Considering that trauma work is a critical part of therapy, could Perls’ words in the above passage put into question his credibility on the subject of trauma? Well, before the “Harry & Meghan” saga at the turn of this year, 2023, and before “woke-ism” lost its meaning, which is compassion, I might have considered Perls’ opinion here archaic. However, now I understand what he’s saying. Perls warns us in 1969 that we will want to redeem ourselves from our low self-esteem, and the easy way out of true healing from this shame is to lay blame or make excuses for ourselves. Laying blame is relinquishing responsibility, not what trauma work or psychotherapy is about.

The work with trauma, revealing and processing traumatic events in psychotherapy functions to bring to light childhood pain that the client was not previously able to access. In childhood, the individual adapts to suffering out of context. Adaption to suffering ultimately becomes a fixed pattern of being in the world. This pattern is the personality. When the pain of the past is revealed, it can be felt, sensed and shared. In therapy, the therapist witnesses the suffering that is shared. When this happens, there is enlightenment. The client can then fully grasp feelings they have dissociated from in childhood and infancy. Only then can these feelings be relegated to the past. Feelings relegated to the past will less likely interfere with the present and future without awareness.

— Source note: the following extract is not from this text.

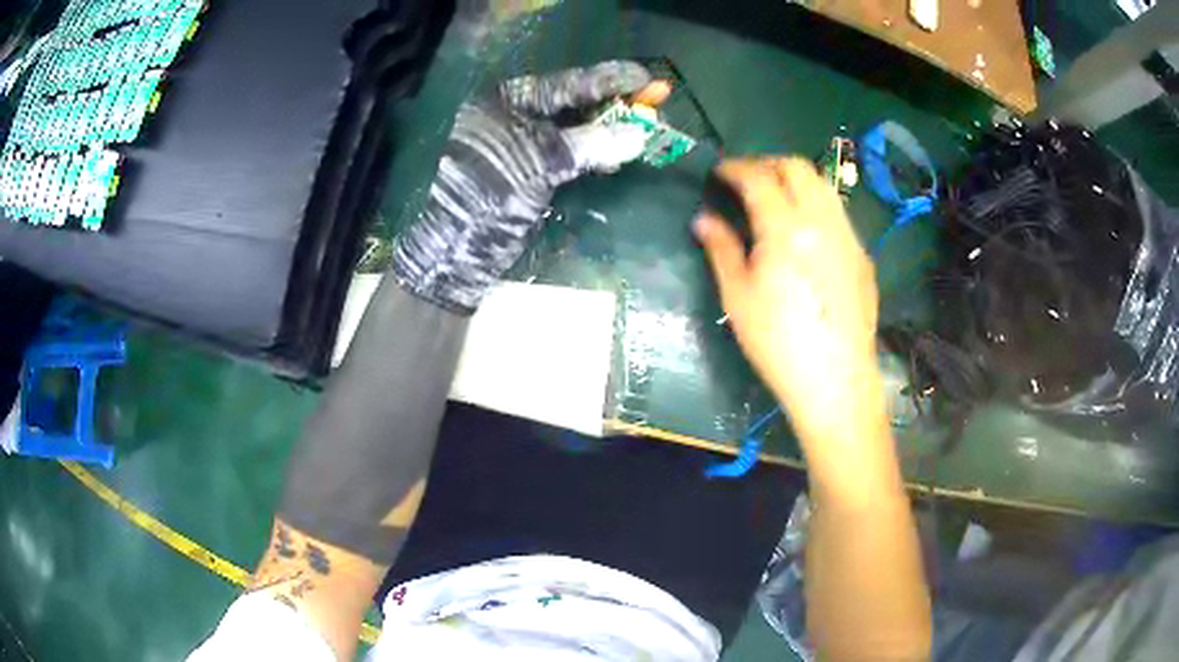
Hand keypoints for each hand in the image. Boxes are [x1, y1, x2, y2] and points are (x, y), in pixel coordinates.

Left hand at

The “woke” movement of popular culture today has used the psychotherapeutic process as a Trojan horse for its agenda. Instead of realising suffering and being compassionate to their child-self, the woke seek to redeem themselves of the shame (‘low self-esteem’) from having to suffer childhood helplessness by taking revenge. Revenge is a need for release, to lash out, to whine at the world, to complain and criticise, and it is cathartic. The act of revenge is infantile. The woke person plays the role of victim and perpetrator. In so doing, they fail to mature. They become toddlers in grow-up bodies that can cause destructive revenge. Revenge is violent, and the acts do not heal anyone. Revenge is the transfer of pain from the sufferer to their victims through violence. Violence is the transference of pain that is absent in the perpetrator to the victim. Pain is transferred until it is transformed (Weil, 1952, in this article).

Perls on Group therapy

Basically I am doing a kind of individual therapy in a group setting, but it’s not limited to this; very often a group happening happens to happen. Usually I only interfere if the group happening comes merely to mind-fucking. Most group therapy is nothing but mind-fucking. Ping-pong games, “who’s right?,” opinion exchanges, interpretations, all that crap. If people do this, I interfere. If they are giving their experience, if they are honest in their expression — wonderful. Often the group is very supportive, but if they are merely “helpful,” I cut them out. Helpers are con men, interfering. People have to grow by frustration — by skillful frustration. Otherwise, they have no incentive to develop their own means and ways of coping with the world. But sometimes very beautiful things do happen, and basically there are not too many conflicts, everybody who is in the group participates. Sometimes I have people who don’t say a single word through the whole five-week workshop and they go away and say that they have changed tremendously, that they did their own private therapy work or whatever you want to call it. So anything can happen. As long as you don’t structure it, as long as you work with your intuition, your eyes and ears, then something is bound to happen. (p. 93)

Reference

Perls, Frederick (Fritz). (1969/1992) Gestalt Therapy Verbatim (p. 93). The Gestalt Journal Press. Kindle Edition.